■ Directions for this task:
Select from the data all lines with the word "Moldova".
(Given entries Opens)
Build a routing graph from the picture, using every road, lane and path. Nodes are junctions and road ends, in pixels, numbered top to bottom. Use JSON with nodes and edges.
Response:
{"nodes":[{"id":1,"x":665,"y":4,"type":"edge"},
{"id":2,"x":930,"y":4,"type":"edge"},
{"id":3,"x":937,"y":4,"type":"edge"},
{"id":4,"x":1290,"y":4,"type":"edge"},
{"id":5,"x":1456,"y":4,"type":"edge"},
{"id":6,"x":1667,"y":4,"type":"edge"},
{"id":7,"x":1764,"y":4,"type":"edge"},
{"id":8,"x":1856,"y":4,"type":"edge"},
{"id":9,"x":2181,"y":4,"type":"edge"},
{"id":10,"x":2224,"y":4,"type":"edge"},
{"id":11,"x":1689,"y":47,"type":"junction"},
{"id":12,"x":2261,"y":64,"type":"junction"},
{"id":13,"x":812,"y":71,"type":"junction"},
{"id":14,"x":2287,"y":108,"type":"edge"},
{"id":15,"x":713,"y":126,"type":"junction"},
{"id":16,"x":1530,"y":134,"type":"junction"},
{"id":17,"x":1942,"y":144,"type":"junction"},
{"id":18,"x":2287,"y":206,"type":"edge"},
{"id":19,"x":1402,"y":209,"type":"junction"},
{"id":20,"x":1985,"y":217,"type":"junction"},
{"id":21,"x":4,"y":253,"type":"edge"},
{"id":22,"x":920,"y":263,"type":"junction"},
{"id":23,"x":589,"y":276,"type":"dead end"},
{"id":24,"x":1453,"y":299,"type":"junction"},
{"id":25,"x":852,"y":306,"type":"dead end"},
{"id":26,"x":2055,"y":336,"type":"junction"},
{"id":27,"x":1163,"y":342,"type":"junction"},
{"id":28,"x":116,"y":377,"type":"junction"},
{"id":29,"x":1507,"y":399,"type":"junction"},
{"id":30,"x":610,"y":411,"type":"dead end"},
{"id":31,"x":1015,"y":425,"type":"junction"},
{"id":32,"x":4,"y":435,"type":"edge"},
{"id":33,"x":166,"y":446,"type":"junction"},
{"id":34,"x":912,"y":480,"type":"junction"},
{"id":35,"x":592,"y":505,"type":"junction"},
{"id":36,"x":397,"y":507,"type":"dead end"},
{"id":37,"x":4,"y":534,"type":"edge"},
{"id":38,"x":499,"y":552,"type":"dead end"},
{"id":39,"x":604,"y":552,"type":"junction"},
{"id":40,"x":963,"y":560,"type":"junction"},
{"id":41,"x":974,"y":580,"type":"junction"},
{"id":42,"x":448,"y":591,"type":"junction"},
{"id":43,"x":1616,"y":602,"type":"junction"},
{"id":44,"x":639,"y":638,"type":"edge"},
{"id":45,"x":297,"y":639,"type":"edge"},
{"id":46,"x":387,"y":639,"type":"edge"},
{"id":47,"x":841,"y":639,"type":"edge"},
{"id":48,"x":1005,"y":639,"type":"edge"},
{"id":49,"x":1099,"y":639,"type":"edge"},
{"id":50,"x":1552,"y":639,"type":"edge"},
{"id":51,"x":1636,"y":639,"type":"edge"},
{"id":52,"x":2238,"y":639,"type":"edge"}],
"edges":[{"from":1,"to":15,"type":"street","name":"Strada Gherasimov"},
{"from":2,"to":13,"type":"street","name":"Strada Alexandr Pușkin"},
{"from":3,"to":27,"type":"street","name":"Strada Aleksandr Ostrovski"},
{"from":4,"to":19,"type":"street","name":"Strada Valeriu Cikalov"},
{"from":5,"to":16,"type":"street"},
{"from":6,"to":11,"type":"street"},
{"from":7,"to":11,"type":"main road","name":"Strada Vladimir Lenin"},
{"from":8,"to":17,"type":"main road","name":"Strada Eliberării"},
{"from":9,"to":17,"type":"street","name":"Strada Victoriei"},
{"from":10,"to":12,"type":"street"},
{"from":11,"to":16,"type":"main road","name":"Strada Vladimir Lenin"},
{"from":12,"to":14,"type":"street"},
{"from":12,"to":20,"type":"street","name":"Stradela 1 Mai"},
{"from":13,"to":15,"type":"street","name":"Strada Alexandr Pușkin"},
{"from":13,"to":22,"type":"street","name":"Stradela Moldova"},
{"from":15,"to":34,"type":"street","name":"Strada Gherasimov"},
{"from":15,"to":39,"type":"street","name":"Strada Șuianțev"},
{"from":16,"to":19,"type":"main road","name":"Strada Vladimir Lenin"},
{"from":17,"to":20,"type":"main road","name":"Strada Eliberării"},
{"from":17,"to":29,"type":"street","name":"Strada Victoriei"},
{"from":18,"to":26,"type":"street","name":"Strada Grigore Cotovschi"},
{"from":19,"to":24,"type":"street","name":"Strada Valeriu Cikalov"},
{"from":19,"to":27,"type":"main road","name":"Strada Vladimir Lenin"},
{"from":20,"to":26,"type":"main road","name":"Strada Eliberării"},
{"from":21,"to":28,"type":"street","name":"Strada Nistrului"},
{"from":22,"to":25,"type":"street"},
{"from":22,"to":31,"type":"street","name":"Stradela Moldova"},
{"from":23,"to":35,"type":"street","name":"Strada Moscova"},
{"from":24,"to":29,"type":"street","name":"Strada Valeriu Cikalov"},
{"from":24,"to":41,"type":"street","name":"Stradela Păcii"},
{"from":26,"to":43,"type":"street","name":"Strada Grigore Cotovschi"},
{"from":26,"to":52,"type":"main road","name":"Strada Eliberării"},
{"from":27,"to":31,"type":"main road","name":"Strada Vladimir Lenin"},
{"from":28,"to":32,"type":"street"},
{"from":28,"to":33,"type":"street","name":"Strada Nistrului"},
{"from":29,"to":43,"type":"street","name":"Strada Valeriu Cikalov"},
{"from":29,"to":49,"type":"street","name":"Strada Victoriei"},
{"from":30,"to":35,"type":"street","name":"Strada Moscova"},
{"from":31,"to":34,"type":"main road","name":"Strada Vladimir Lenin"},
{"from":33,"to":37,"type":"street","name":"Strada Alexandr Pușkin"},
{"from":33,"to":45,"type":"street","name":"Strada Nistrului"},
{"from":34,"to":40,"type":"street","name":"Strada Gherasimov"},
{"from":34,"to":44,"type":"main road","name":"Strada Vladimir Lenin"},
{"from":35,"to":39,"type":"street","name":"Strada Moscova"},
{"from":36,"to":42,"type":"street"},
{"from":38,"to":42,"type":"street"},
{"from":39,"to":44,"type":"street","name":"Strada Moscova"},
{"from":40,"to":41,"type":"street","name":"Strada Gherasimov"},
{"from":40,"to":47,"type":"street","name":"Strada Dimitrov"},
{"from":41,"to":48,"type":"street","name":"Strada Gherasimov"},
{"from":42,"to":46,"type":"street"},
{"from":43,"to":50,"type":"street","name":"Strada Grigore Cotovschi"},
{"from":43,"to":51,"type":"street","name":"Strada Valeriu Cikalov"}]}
(Given entries Closes)
■ Answer box:
{"from":13,"to":22,"type":"street","name":"Stradela Moldova"},
{"from":22,"to":31,"type":"street","name":"Stradela Moldova"},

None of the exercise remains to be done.